Infatti, come evidenziato dalla Suprema Corte, la contestazione da parte dell’Amministrazione finanziaria dello scostamento del prezzo di cessione dal “valore normale” non può tradursi in un giudizio di mera non condivisibilità della scelta in quanto apparentemente lontana dai canoni di normalità del mercato, perché ciò equivarrebbe ad un sindacato sulle scelte imprenditoriali interne al gruppo, ma deve consistere nella positiva affermazione che l’operazione, sulla base di elementi oggettivi, era inattendibile.

In tal caso, è sempre riconosciuta alla società contribuente la possibilità di fornire la prova contraria avente ad oggetto l’attendibilità dell’operazione che può essere individuata anche alla luce delle strategie economiche interne al gruppo.

 

CONCLUSIONI

 

Le operazioni di trasferimento della proprietà di beni e servizi tra società italiane appartenenti allo stesso gruppo non sono soggette al criterio del “valore normale” del prezzo né una eventuale alterazione rispetto al prezzo di mercato può, per ciò solo, fondare una valutazione di elusività dell’operazione.

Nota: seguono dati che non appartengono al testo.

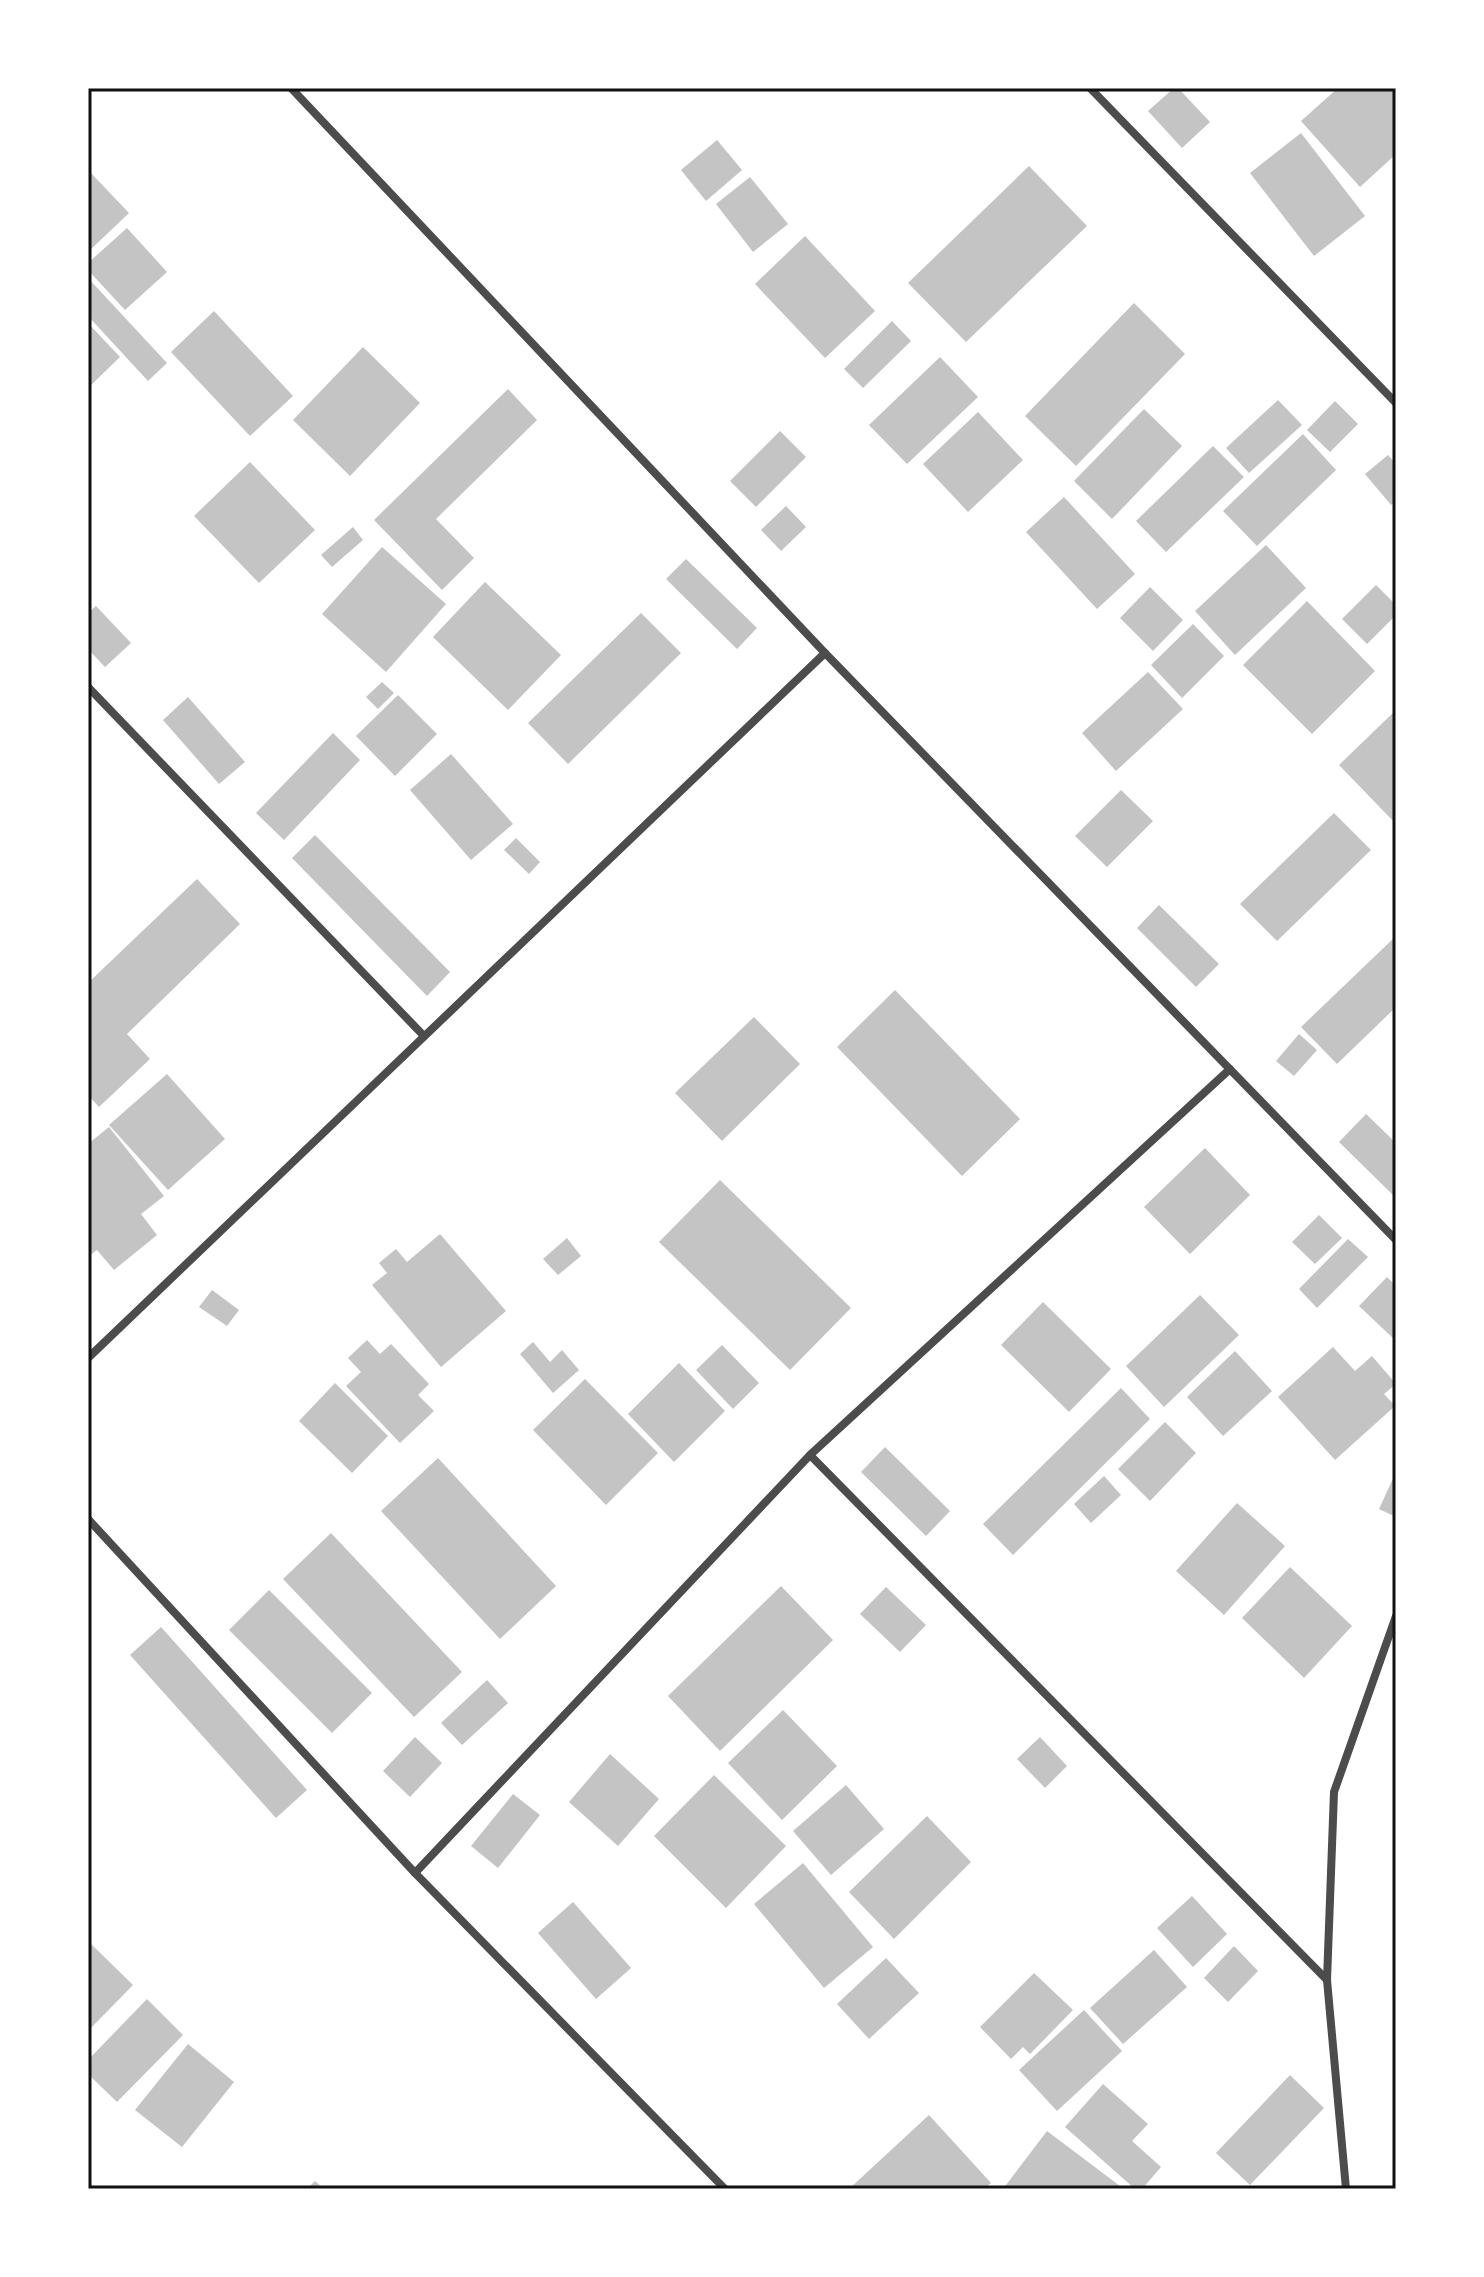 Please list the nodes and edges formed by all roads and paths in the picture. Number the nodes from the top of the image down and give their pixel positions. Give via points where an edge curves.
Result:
1 (291, 88) edge
2 (1090, 88) edge
3 (1396, 403) edge
4 (825, 653) junction
5 (88, 687) edge
6 (423, 1035) junction
7 (1230, 1069) junction
8 (1396, 1240) edge
9 (88, 1358) edge
10 (810, 1455) junction
11 (88, 1519) edge
12 (1396, 1616) edge
13 (415, 1873) junction
14 (1327, 1980) junction
15 (714, 2185) edge
16 (725, 2189) edge
17 (1346, 2189) edge

1 - 4 street
2 - 3 street
4 - 6 street
4 - 7 street
5 - 6 street
6 - 9 street
7 - 8 street
7 - 10 street
10 - 13 street
10 - 14 street
11 - 13 street
12 - 14 street via 1334,1792
13 - 15 street
14 - 17 street
15 - 16 street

Tuttavia, lo scostamento del prezzo di cessione dal “valore normale” può assumere rilievo quale elemento indiziario ai fini della valutazione di antieconomicità delle operazioni, fatta salva, in ogni caso, la possibilità della società contribuente di fornire la prova contraria dell’oggettiva attendibilità dell’operazione che può essere individuata anche alla luce delle specifiche strategie economiche interne al gruppo.